■ **YOUR TASK**:
Which lines below hold the word "paths"? Report each one.

[Collected data entries]
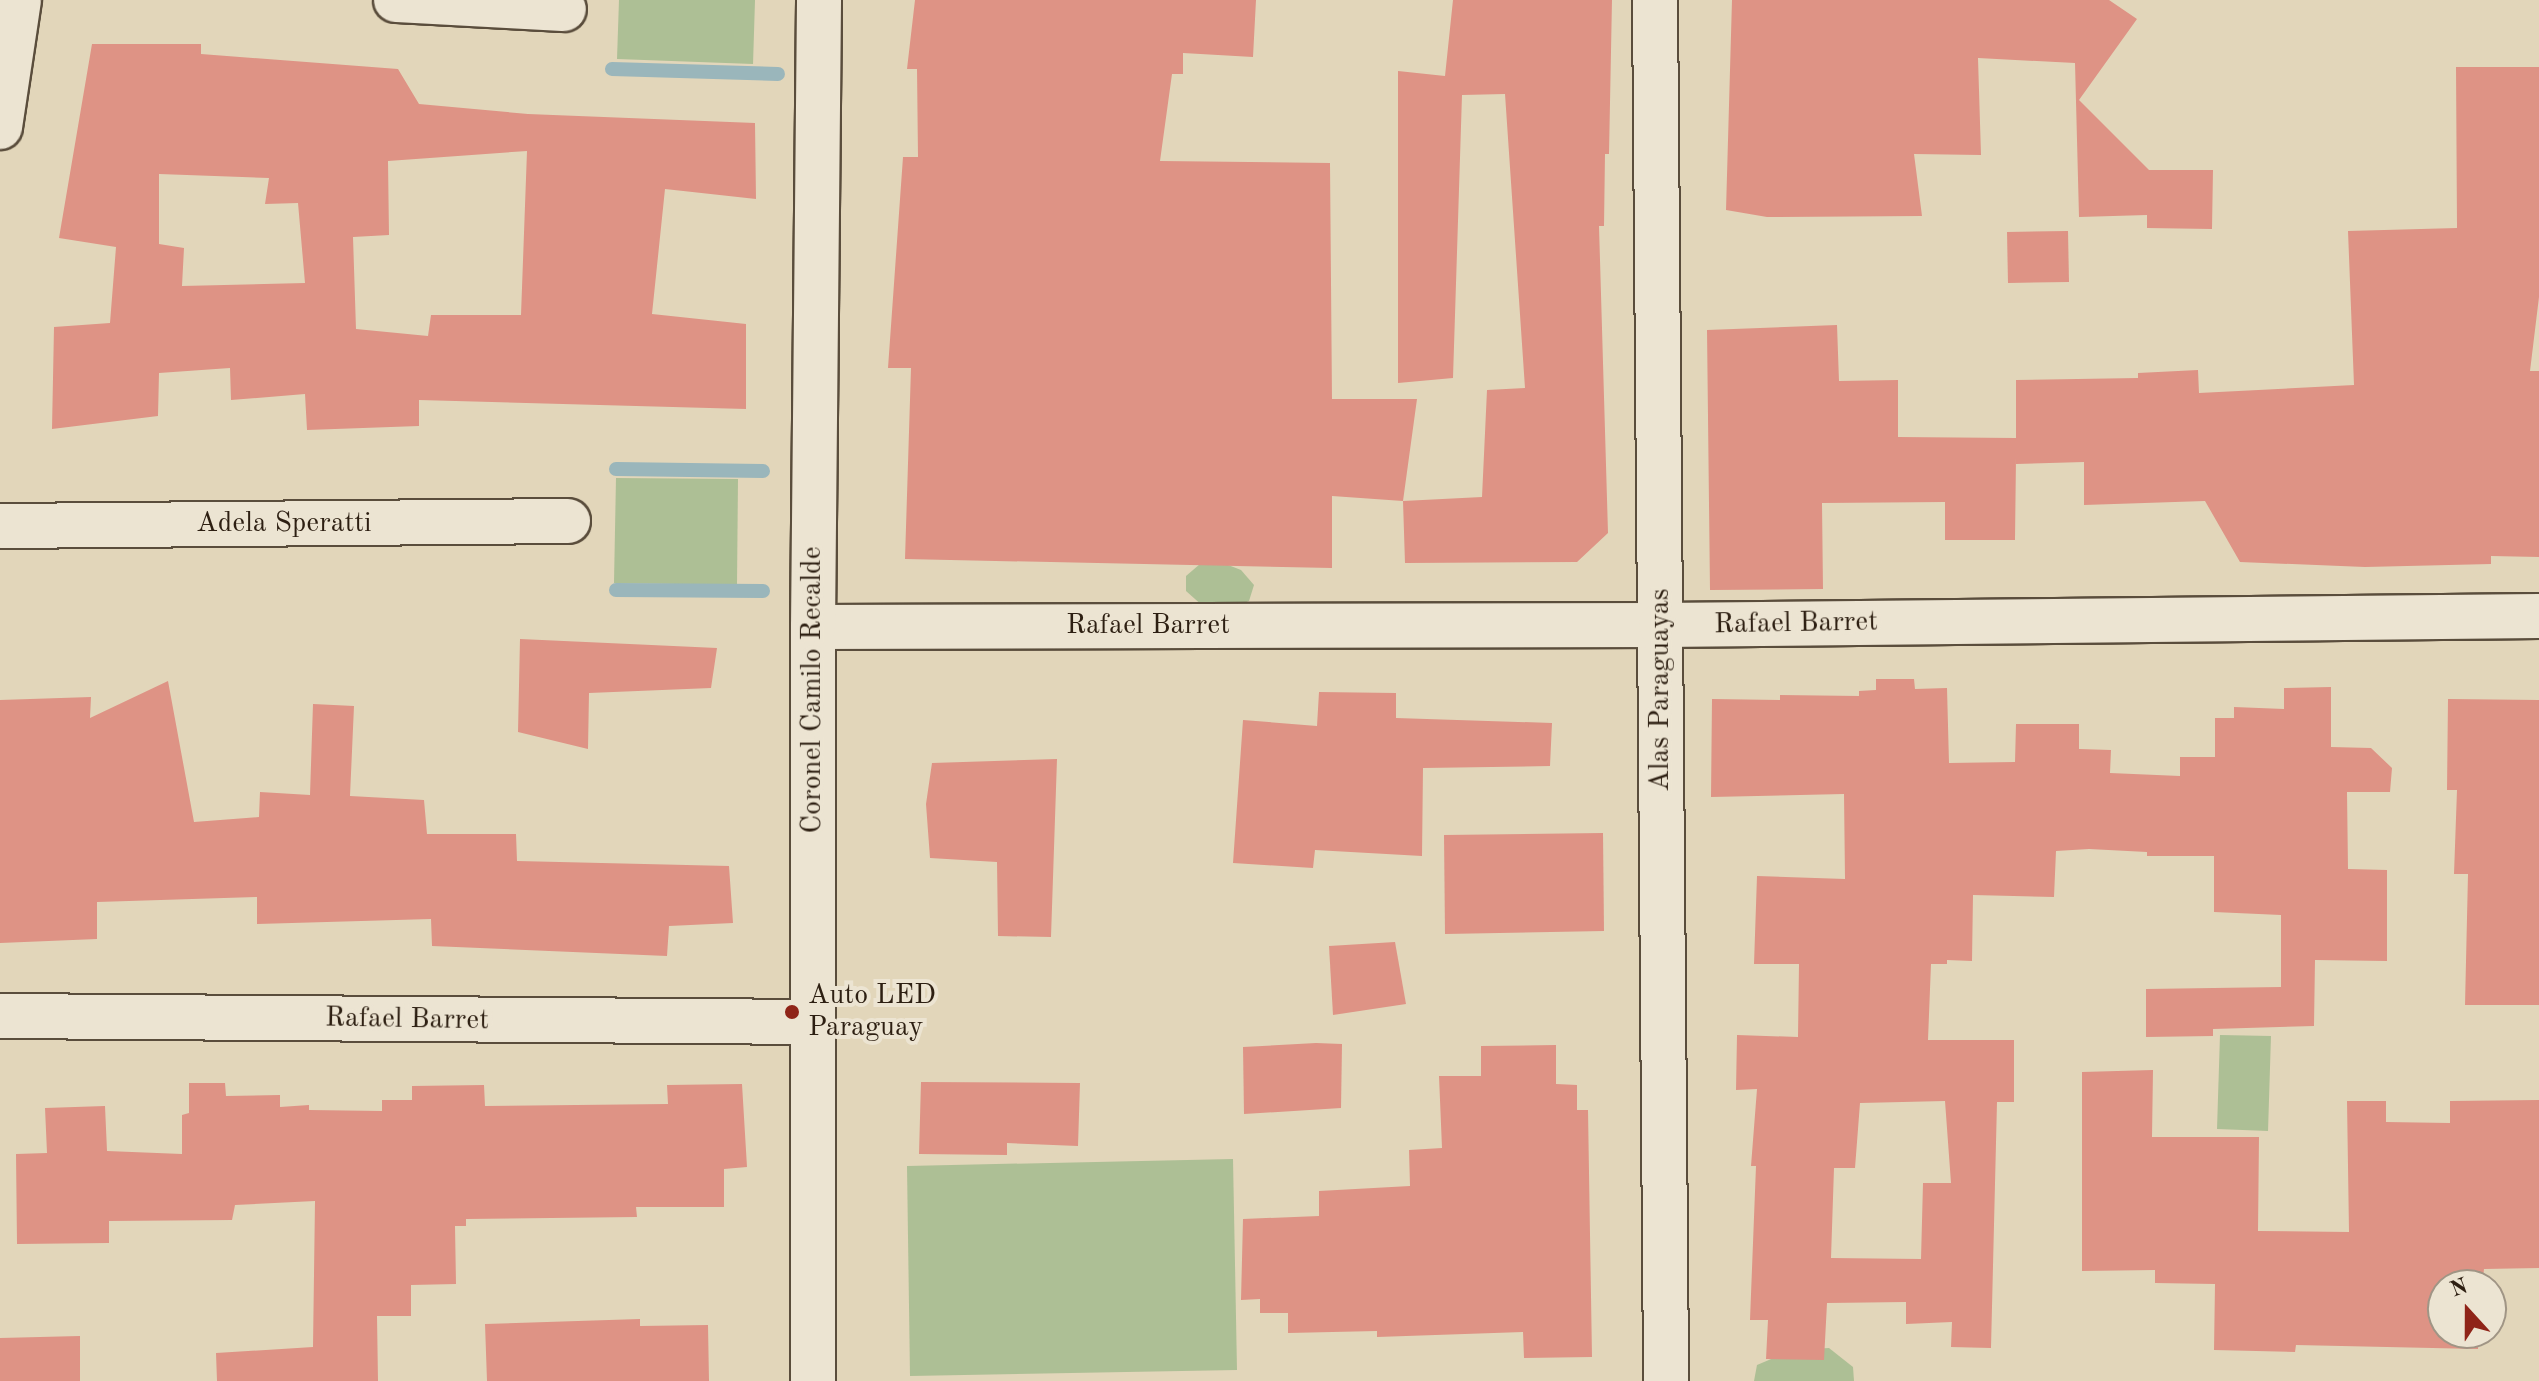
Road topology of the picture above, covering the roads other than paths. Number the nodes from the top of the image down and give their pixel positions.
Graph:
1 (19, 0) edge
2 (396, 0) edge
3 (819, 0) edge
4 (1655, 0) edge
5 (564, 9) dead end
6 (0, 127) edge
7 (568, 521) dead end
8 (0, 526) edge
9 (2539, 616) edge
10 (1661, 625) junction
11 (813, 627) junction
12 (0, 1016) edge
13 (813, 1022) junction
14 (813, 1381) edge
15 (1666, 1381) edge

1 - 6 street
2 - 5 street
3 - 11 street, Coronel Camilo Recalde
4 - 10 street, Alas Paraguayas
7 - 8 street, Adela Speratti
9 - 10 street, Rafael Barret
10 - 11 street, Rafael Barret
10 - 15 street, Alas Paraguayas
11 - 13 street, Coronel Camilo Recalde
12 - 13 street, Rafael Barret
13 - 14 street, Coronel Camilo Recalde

--

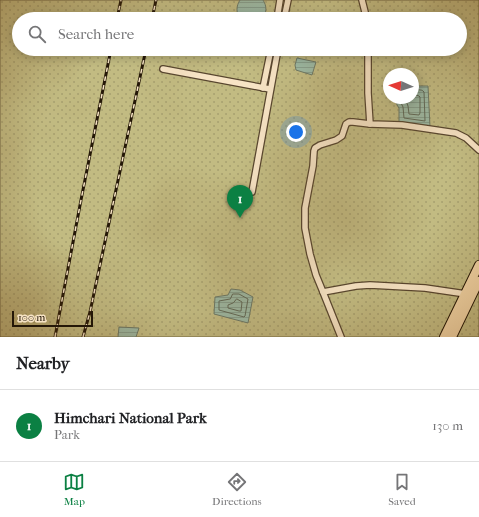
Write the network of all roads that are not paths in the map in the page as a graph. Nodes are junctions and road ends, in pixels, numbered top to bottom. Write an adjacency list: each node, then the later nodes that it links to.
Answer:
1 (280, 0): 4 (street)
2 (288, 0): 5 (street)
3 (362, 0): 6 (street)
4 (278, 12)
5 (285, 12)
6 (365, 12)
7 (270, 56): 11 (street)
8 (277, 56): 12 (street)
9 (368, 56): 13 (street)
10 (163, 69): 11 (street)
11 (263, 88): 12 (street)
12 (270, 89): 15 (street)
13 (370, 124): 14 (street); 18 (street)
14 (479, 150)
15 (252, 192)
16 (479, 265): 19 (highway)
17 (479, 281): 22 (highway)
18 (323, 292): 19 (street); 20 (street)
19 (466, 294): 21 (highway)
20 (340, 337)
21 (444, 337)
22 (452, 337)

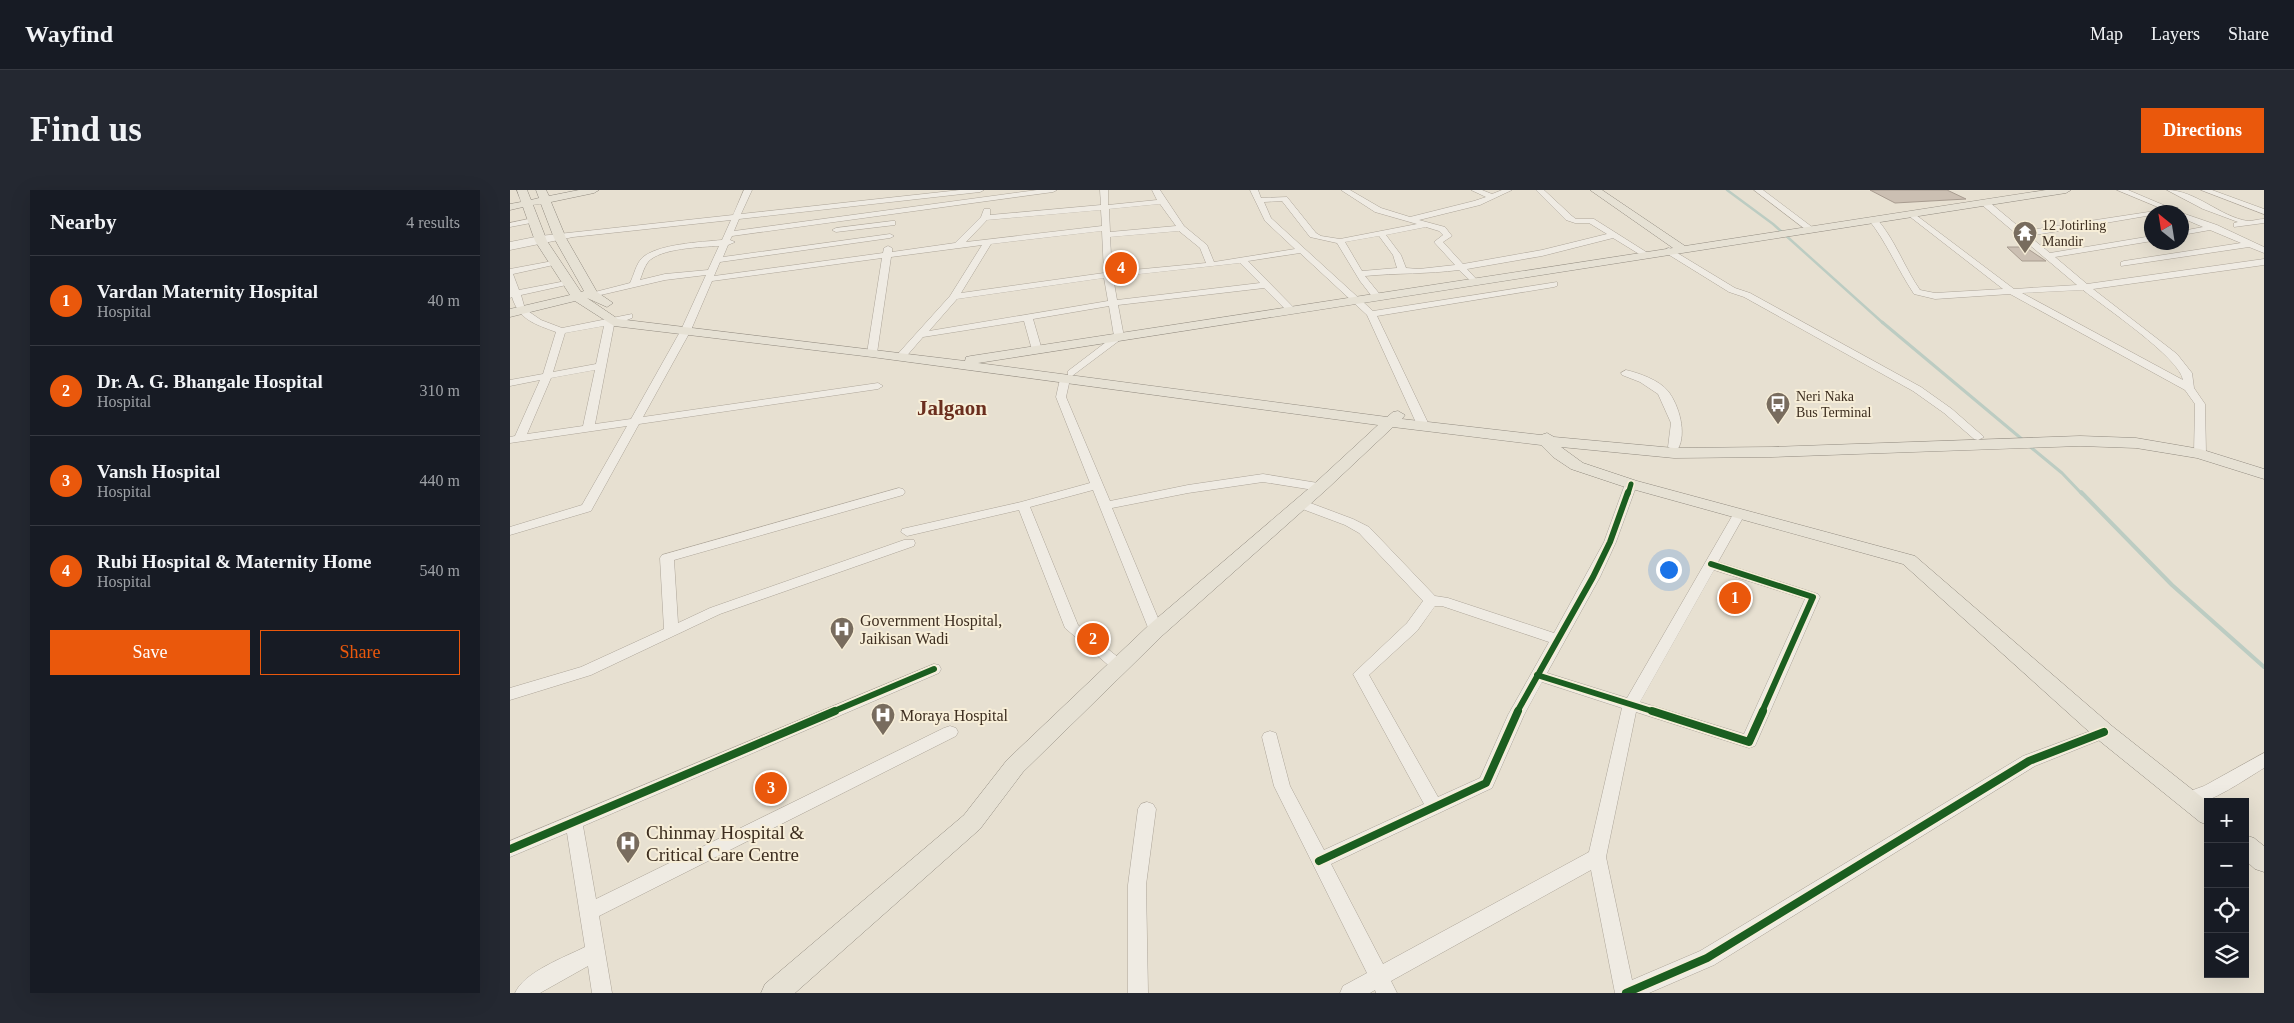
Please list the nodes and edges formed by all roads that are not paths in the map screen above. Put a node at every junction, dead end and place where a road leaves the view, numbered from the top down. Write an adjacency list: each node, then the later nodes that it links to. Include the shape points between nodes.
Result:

■ **EXERCISE OUTPUT**:
Road topology of the picture above, covering the roads other than paths. Number the nodes from the top of the image down and give their pixel positions.
Write the network of all roads that are not paths in the map in the page as a graph. Nodes are junctions and road ends, in pixels, numbered top to bottom. Write an adjacency list: each node, then the later nodes that it links to.
Please list the nodes and edges formed by all roads that are not paths in the map screen above. Put a node at every junction, dead end and place where a road leaves the view, numbered from the top down. Write an adjacency list: each node, then the later nodes that it links to. Include the shape points between nodes.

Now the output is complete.